▶ [PROBLEM] Work out how many lines in the entries below include the word "road", and give only that figure.

[Opening SOURCE INFORMATION section]

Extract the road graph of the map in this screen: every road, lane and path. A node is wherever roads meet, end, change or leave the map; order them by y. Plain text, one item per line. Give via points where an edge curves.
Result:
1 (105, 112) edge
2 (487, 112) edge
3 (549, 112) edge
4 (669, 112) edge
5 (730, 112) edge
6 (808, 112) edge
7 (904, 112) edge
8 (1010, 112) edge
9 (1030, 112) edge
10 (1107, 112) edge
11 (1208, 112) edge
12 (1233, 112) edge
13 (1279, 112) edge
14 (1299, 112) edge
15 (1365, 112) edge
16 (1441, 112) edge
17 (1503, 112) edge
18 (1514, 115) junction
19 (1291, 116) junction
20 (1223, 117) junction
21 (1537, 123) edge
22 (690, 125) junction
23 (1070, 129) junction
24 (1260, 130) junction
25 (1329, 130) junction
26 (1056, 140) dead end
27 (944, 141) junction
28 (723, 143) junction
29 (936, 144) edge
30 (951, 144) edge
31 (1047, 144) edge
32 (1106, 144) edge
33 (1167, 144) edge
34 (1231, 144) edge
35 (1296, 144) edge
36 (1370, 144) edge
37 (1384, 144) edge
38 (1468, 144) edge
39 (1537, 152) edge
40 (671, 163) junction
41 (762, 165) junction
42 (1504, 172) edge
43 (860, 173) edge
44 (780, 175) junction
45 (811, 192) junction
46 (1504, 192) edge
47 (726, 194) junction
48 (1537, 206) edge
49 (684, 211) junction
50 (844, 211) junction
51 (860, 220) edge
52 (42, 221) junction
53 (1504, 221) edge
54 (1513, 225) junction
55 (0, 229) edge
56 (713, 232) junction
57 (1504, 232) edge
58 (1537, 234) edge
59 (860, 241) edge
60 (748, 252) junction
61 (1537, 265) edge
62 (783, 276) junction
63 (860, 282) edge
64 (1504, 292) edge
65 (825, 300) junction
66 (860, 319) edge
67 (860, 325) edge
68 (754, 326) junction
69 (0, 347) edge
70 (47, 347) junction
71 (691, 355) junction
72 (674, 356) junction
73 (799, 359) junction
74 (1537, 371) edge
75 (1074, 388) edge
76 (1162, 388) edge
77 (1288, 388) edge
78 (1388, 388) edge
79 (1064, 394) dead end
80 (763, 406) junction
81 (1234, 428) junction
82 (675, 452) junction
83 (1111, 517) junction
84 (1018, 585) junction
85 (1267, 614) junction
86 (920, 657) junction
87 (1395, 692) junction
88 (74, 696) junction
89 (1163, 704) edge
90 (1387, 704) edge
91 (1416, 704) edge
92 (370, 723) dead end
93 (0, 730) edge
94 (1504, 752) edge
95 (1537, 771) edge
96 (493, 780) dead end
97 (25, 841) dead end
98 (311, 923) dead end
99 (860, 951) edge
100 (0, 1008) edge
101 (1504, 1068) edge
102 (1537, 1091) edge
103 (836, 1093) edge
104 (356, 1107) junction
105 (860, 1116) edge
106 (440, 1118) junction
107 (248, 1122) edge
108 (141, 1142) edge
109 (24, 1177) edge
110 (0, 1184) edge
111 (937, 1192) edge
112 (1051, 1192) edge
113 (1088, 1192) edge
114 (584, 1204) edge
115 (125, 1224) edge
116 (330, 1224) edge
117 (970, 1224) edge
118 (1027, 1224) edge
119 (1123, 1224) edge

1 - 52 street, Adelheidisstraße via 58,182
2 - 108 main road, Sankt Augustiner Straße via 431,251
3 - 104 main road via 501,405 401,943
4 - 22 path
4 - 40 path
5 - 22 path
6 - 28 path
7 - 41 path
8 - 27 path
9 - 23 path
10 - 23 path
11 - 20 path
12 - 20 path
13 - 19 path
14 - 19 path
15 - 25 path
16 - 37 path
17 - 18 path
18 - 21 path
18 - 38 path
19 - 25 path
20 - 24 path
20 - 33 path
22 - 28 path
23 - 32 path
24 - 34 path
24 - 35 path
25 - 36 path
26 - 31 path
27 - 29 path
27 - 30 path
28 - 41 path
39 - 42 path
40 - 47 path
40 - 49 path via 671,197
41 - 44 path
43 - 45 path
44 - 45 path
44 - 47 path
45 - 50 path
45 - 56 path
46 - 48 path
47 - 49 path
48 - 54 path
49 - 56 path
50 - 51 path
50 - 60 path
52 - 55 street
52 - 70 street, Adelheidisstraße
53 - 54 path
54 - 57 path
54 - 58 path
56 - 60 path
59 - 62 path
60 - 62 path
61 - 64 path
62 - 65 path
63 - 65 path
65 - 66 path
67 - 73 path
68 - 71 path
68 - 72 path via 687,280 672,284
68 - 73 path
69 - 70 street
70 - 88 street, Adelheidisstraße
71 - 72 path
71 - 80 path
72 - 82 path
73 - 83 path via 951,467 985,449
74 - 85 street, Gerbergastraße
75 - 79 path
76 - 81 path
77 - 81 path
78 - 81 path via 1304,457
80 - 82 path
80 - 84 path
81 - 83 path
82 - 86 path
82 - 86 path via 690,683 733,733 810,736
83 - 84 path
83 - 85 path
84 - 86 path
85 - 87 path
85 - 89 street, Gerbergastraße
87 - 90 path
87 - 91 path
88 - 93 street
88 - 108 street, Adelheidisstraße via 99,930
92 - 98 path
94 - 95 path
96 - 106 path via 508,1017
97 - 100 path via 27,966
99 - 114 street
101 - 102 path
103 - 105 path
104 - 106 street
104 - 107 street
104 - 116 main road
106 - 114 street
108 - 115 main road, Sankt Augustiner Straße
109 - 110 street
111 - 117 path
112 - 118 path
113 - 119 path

[Closing SOURCE INFORMATION section]

▶ [RESPONSE] 5